#### [PROVIDED ENTRIES]
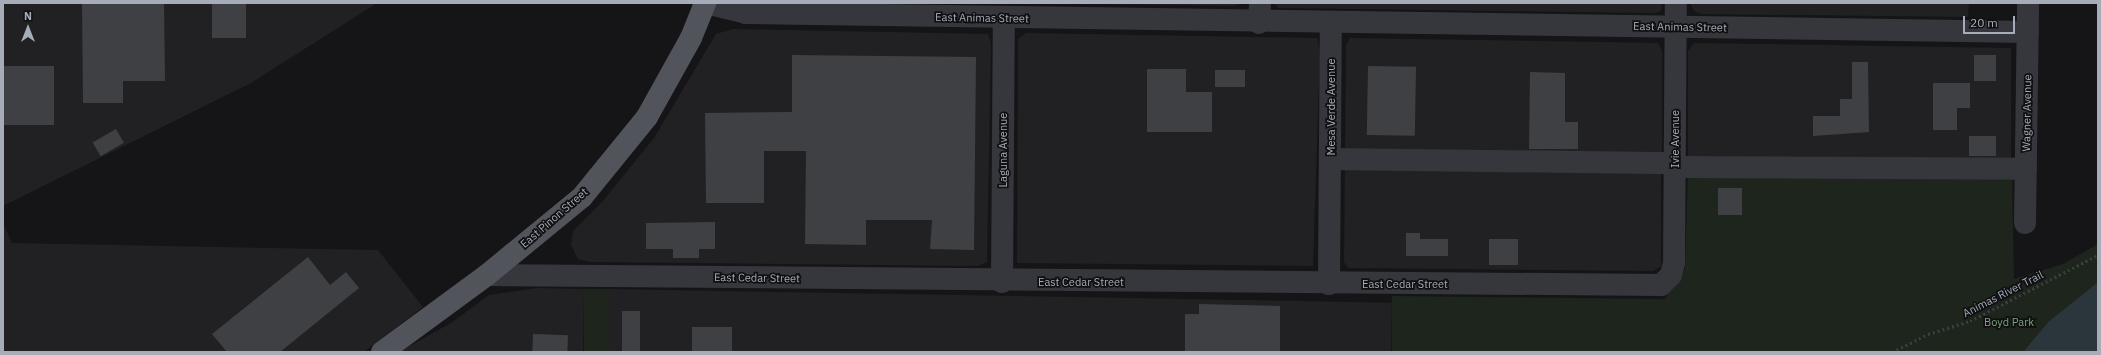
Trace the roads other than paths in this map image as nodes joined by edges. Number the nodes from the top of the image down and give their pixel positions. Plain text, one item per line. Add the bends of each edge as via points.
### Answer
1 (706, 3) edge
2 (1676, 3) edge
3 (2028, 3) edge
4 (1079, 11) edge
5 (1259, 13) edge
6 (1004, 18) junction
7 (1331, 22) junction
8 (1676, 27) junction
9 (2028, 32) junction
10 (1330, 159) junction
11 (1675, 165) junction
12 (2026, 169) junction
13 (2025, 223) dead end
14 (487, 274) junction
15 (1671, 275) joint
16 (1002, 282) junction
17 (1329, 284) junction
18 (382, 352) edge

1 - 6 street, East Animas Street via 746,14
1 - 14 main road, East Pinon Street via 691,38 647,117 619,155 582,197
2 - 8 street, Ivie Avenue
3 - 9 street, Wagner Avenue
4 - 5 street, East Animas Street
4 - 6 street, East Animas Street
5 - 7 street
6 - 16 street, Laguna Avenue
7 - 8 street, East Animas Street
7 - 10 street, Mesa Verde Avenue
8 - 9 street, East Animas Street
8 - 11 street, Ivie Avenue
9 - 12 street, Wagner Avenue
10 - 11 street
10 - 17 street, Mesa Verde Avenue
11 - 12 street
11 - 15 street, Ivie Avenue
12 - 13 street, Wagner Avenue
14 - 16 street, East Cedar Street
14 - 18 main road, East Pinon Street
15 - 17 street, East Cedar Street via 1665,283 1654,285
16 - 17 street, East Cedar Street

#### [ABOUT THIS EXERCISE]
Without any of the pictures, repeat the entries above word for word.

#### [TASK RESULT]
Trace the roads other than paths in this map image as nodes joined by edges. Number the nodes from the top of the image down and give their pixel positions. Plain text, one item per line. Add the bends of each edge as via points.
### Answer
1 (706, 3) edge
2 (1676, 3) edge
3 (2028, 3) edge
4 (1079, 11) edge
5 (1259, 13) edge
6 (1004, 18) junction
7 (1331, 22) junction
8 (1676, 27) junction
9 (2028, 32) junction
10 (1330, 159) junction
11 (1675, 165) junction
12 (2026, 169) junction
13 (2025, 223) dead end
14 (487, 274) junction
15 (1671, 275) joint
16 (1002, 282) junction
17 (1329, 284) junction
18 (382, 352) edge

1 - 6 street, East Animas Street via 746,14
1 - 14 main road, East Pinon Street via 691,38 647,117 619,155 582,197
2 - 8 street, Ivie Avenue
3 - 9 street, Wagner Avenue
4 - 5 street, East Animas Street
4 - 6 street, East Animas Street
5 - 7 street
6 - 16 street, Laguna Avenue
7 - 8 street, East Animas Street
7 - 10 street, Mesa Verde Avenue
8 - 9 street, East Animas Street
8 - 11 street, Ivie Avenue
9 - 12 street, Wagner Avenue
10 - 11 street
10 - 17 street, Mesa Verde Avenue
11 - 12 street
11 - 15 street, Ivie Avenue
12 - 13 street, Wagner Avenue
14 - 16 street, East Cedar Street
14 - 18 main road, East Pinon Street
15 - 17 street, East Cedar Street via 1665,283 1654,285
16 - 17 street, East Cedar Street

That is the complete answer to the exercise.